Cardiac dysfunction is a primary cause of patient mortality in
Duchenne muscular dystrophy, potentially related to elevated cytosolic
calcium. However, the regional versus global functional consequences of cellular
calcium mishandling have not been defined in the whole heart. Here we sought for the first time to elucidate potential regional dependencies between
calcium mishandling and myocardial fiber/sheet function as a manifestation of
dystrophin-deficient (mdx)
cardiomyopathy. Isolated-perfused hearts from 16-mo-old mdx (N = 10) and wild-type (WT; N = 10) were arrested sequentially in diastole and systole for diffusion tensor MRI quantification of myocardial sheet architecture and function. When compared with WT hearts, mdx hearts exhibited normal systolic sheet architecture but a lower diastolic sheet angle magnitude (|β|) in the basal region. The regional diastolic sheet dysfunction was normalized by reducing perfusate
calcium concentrations. Optical mapping of
calcium transients in isolated hearts (3 mdx and 4 WT) revealed a stretch-inducible regional defect of intracellular
calcium reuptake, reflected by a 25% increase of decay times (T(50)) and decay constants, at the base of mdx hearts.
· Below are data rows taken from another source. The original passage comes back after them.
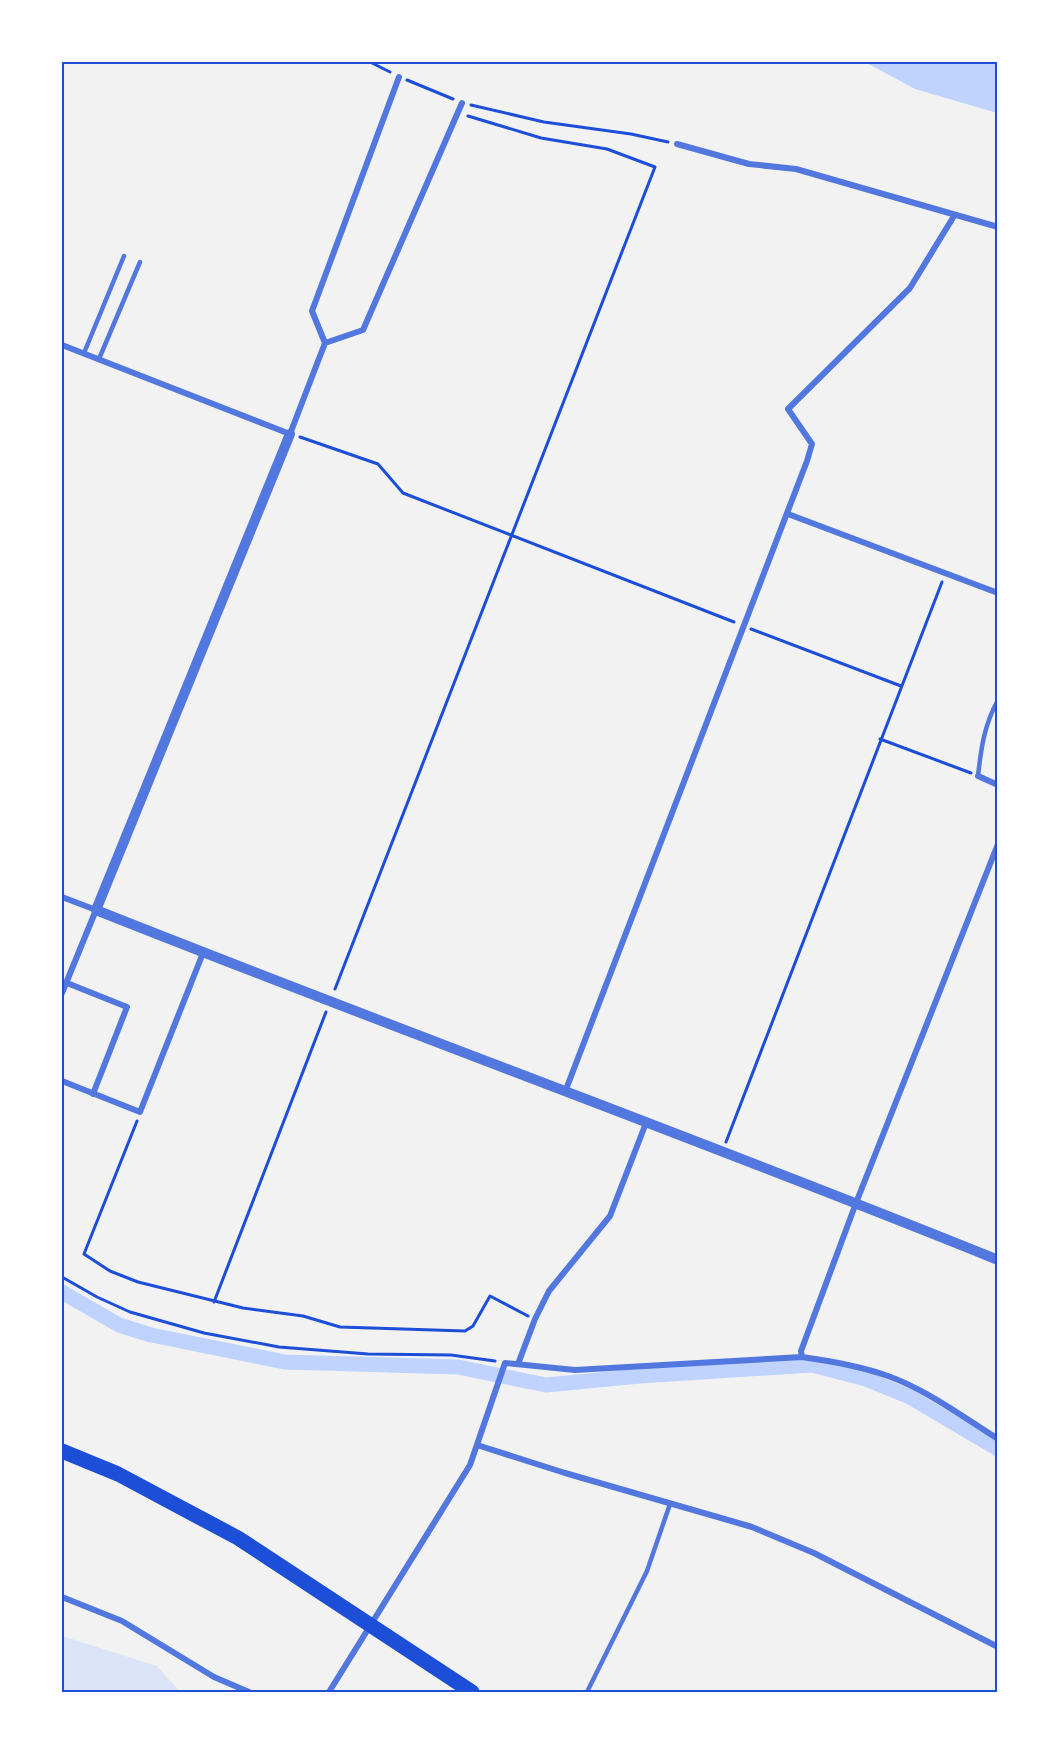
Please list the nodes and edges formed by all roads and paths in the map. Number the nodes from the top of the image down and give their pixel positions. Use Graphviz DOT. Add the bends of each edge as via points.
graph roads {
  1 [pos="370,62"];
  2 [pos="399,77"];
  3 [pos="462,103"];
  4 [pos="458,113"];
  5 [pos="677,144"];
  6 [pos="954,216"];
  7 [pos="998,227"];
  8 [pos="124,256"];
  9 [pos="140,262"];
  10 [pos="326,344"];
  11 [pos="62,345"];
  12 [pos="84,353"];
  13 [pos="99,359"];
  14 [pos="290,434"];
  15 [pos="788,514"];
  16 [pos="512,537"];
  17 [pos="945,572"];
  18 [pos="998,593"];
  19 [pos="745,626"];
  20 [pos="901,686"];
  21 [pos="998,700"];
  22 [pos="880,739"];
  23 [pos="978,776"];
  24 [pos="998,785"];
  25 [pos="998,844"];
  26 [pos="62,897"];
  27 [pos="96,910"];
  28 [pos="203,953"];
  29 [pos="67,983"];
  30 [pos="62,993"];
  31 [pos="330,1003"];
  32 [pos="62,1082"];
  33 [pos="565,1092"];
  34 [pos="93,1094"];
  35 [pos="140,1112"];
  36 [pos="646,1123"];
  37 [pos="722,1152"];
  38 [pos="856,1203"];
  39 [pos="998,1260"];
  40 [pos="62,1277"];
  41 [pos="214,1302"];
  42 [pos="535,1319"];
  43 [pos="802,1357"];
  44 [pos="506,1363"];
  45 [pos="518,1364"];
  46 [pos="998,1439"];
  47 [pos="477,1445"];
  48 [pos="62,1451"];
  49 [pos="670,1504"];
  50 [pos="62,1597"];
  51 [pos="371,1626"];
  52 [pos="998,1647"];
  53 [pos="249,1692"];
  54 [pos="329,1692"];
  55 [pos="472,1692"];
  56 [pos="587,1692"];
  1 -- 2 [label="path"];
  2 -- 3 [label="path"];
  2 -- 10 [label="street" via="312,311"];
  3 -- 4 [label="street"];
  3 -- 5 [label="path" via="544,122"];
  4 -- 10 [label="street" via="363,330"];
  4 -- 16 [label="path" via="541,138 607,149 655,167"];
  5 -- 6 [label="street" via="749,164 795,169"];
  6 -- 7 [label="street"];
  6 -- 15 [label="street" via="910,288 788,409 812,444"];
  8 -- 12 [label="lane"];
  9 -- 13 [label="lane"];
  10 -- 14 [label="street"];
  11 -- 12 [label="street"];
  12 -- 13 [label="street"];
  13 -- 14 [label="street"];
  14 -- 16 [label="path" via="378,464 403,493"];
  14 -- 27 [label="street"];
  15 -- 17 [label="street"];
  15 -- 19 [label="street"];
  16 -- 19 [label="path"];
  16 -- 31 [label="path"];
  17 -- 18 [label="street"];
  17 -- 20 [label="path"];
  19 -- 20 [label="path"];
  19 -- 33 [label="street"];
  20 -- 22 [label="path"];
  21 -- 23 [label="lane" via="981,743"];
  22 -- 23 [label="path"];
  22 -- 37 [label="path"];
  23 -- 24 [label="street"];
  25 -- 38 [label="street"];
  26 -- 27 [label="street"];
  27 -- 28 [label="street"];
  27 -- 29 [label="street"];
  28 -- 31 [label="street"];
  28 -- 35 [label="street"];
  29 -- 30 [label="street"];
  29 -- 34 [label="street" via="128,1007"];
  31 -- 33 [label="street"];
  31 -- 41 [label="path"];
  32 -- 34 [label="street"];
  33 -- 36 [label="street"];
  34 -- 35 [label="street"];
  35 -- 41 [label="path" via="84,1254 110,1271 138,1282"];
  36 -- 37 [label="street"];
  36 -- 42 [label="street" via="609,1216 549,1291"];
  37 -- 38 [label="street"];
  38 -- 39 [label="street"];
  38 -- 43 [label="street"];
  40 -- 44 [label="path" via="130,1312 279,1347 368,1354 451,1354"];
  41 -- 42 [label="path" via="303,1316 340,1327 465,1331 473,1326 490,1296"];
  42 -- 45 [label="street"];
  43 -- 45 [label="street" via="575,1370"];
  43 -- 46 [label="street" via="889,1376"];
  44 -- 45 [label="street"];
  44 -- 47 [label="street"];
  47 -- 49 [label="street"];
  47 -- 51 [label="street" via="470,1465"];
  48 -- 51 [label="highway" via="118,1474 238,1538"];
  49 -- 52 [label="street" via="752,1527 814,1553"];
  49 -- 56 [label="lane" via="647,1571"];
  50 -- 53 [label="street" via="122,1621 214,1677"];
  51 -- 54 [label="street"];
  51 -- 55 [label="highway"];
}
The basal region of mdx hearts also exhibited greater
fibrosis than did the apex, which matched the regional sheet dysfunction. We conclude that myocardial diastolic sheet dysfunction is observed initially in basal segments along with
calcium mishandling, ultimately culminating in increased
fibrosis. The preservation of relatively normal
calcium reuptake and diastolic/systolic sheet mechanics throughout the rest of the heart, together with the rapid reversibility of functional defects by reducing cytosolic
calcium, points to the significance of regional mechanical factors in the progression of the disease.